Brain = system failure

Oooh, WordPress has updated the website. So fancy…

Regardless- still dancing! Can’t believe it’s been over a month since I last posted. I ended up purchasing another massage ball. Then swiftly found the earlier replacement hidden in the cracks of the couch. Go figure. At least I have one now for dance and one for travel.

I spent January dancing at an old studio with my Mentor. It was good to dance with her as she’s very meticulous and always yelling. My Saturday PNB class I get adjustments but then end up getting so excited/nervous she’s actually helping me that I flub and brain overload/dies. Saturday Teacher was not having it this morning. She seemed pretty disappointed with the class and I don’t blame her. It was kind of a mess… and she couldn’t get really mad at us like she can with pre-professionals. It’d be nice if she did lecture us so that maybe people would snap too a little more.

I was out of it today despite being awake sans coffee. I took up a job at one of our local libraries to make some quick and easy moolah. You guys, those people who put books back at libraries have a pretty mental job. Alphabetizing, numerically ordering, and memorization. I’m so happy to work at the smaller of the busier branches. I’d go crazy trying to put away books at the larger places. Anyways. The people who work there are wholly dedicated to the library. Like it’s their dream job. While I like the hours, the flexibility, and the pay aaaaand it’s not retail… it’s not my dream job. So I feel very conflicted working there. Everyone is very nice though, there’s just a lot of information to process and a lot of new things to memorize. So that plus new and more complex stuff during ballet class makes me a sad bumbling idiot of a dancer.

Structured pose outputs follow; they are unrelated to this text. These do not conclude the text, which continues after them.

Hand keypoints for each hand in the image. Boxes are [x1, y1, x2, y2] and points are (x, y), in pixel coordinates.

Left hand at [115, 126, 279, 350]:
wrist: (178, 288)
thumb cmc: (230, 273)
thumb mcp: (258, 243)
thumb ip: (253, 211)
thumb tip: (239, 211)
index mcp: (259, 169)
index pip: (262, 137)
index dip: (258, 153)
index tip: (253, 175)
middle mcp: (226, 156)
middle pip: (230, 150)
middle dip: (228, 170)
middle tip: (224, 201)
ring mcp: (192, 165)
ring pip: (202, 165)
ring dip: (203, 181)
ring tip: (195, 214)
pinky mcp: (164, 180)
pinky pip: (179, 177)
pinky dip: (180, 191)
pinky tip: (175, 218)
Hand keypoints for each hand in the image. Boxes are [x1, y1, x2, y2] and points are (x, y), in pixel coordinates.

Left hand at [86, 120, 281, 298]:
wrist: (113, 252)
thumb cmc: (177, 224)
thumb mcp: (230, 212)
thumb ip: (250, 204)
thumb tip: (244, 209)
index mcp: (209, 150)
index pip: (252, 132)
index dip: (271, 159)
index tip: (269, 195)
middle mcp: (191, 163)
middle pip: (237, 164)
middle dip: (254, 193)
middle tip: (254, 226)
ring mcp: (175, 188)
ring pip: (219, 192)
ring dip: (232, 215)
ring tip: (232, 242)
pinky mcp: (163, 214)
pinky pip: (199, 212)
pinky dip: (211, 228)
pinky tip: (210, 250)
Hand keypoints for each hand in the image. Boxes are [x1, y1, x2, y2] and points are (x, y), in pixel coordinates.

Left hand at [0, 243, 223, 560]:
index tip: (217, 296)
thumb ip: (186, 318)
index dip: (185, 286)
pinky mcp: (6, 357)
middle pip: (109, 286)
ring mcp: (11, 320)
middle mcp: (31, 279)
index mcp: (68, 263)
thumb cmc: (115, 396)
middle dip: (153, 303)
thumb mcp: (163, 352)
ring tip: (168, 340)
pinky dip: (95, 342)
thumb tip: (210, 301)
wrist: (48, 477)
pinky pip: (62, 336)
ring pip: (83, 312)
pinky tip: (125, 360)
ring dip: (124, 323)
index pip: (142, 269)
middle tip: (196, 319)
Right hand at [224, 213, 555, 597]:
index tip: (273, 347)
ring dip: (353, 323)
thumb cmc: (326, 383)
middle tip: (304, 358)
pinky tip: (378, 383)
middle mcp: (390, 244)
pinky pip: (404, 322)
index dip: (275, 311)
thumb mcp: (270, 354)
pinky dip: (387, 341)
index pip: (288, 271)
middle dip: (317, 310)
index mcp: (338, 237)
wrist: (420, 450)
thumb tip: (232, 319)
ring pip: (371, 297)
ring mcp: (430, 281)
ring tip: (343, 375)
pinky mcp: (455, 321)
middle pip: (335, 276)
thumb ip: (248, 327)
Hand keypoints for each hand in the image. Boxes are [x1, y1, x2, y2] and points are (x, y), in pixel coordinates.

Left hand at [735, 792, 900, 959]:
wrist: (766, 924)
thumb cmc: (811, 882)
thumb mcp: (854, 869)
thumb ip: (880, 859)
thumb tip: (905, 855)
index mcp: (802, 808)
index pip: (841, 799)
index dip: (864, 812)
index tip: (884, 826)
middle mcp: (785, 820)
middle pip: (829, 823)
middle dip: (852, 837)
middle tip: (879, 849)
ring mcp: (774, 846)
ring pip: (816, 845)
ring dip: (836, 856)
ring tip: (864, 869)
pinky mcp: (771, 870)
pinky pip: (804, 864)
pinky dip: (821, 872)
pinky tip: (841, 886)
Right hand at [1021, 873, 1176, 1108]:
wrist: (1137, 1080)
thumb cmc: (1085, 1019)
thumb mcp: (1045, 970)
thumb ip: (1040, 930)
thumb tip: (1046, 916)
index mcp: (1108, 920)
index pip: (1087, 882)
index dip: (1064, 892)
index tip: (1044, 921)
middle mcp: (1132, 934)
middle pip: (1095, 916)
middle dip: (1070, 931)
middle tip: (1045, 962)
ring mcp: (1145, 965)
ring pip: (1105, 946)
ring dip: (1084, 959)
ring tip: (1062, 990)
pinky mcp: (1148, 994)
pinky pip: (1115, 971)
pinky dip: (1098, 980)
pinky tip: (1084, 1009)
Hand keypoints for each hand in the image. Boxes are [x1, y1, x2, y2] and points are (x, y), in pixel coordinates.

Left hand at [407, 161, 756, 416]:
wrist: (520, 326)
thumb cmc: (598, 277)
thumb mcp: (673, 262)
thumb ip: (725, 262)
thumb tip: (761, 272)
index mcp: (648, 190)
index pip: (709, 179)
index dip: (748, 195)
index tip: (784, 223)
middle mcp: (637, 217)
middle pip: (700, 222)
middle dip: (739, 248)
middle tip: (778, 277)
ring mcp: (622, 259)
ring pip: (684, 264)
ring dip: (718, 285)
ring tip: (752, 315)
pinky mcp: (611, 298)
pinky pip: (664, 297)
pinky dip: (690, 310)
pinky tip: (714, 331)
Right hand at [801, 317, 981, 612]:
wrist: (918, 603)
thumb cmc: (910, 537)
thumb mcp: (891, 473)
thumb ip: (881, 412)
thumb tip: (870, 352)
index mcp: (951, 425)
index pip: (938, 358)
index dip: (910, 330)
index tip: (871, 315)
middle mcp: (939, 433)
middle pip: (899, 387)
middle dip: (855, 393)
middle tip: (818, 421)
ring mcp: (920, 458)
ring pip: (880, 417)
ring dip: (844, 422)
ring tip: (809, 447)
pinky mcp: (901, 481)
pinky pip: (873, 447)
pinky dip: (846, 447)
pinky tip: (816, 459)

My Mentor is teaching farther up north. I should get back into that groove. But the stuff I’m learning at PNB has been so prime. Yet also the things my Mentor teaches me is awesome stuff too! I always find myself taking several steps back though when I work with my Mentor. Somehow my turns fall apart, my port de bras fall to the wayside. I’m just a literal mess. At the PNB I’ve been fumbling with regaining all my knowledge again that I worked hard to learn last summer. My balances were amazing, my turns were getting solid, my understanding was great! Now I’m slowly working back towards it and then the job thingy- brain! Keep with me… need brain supplements or something.

Here’s hoping next week will be better. Busier, but better. Maybe I won’t feel so overloaded with a new job and can start really concentrating on advancing my dance. I also find I need to focus. I got better when no one talked to me. Now people seem to freely talk to me often because they feel they know me from seeing me so often. You guys, I’m otherwise friendly! But leave me be to focusssssssss ;.; Do what I do! Talk to yourself out loud!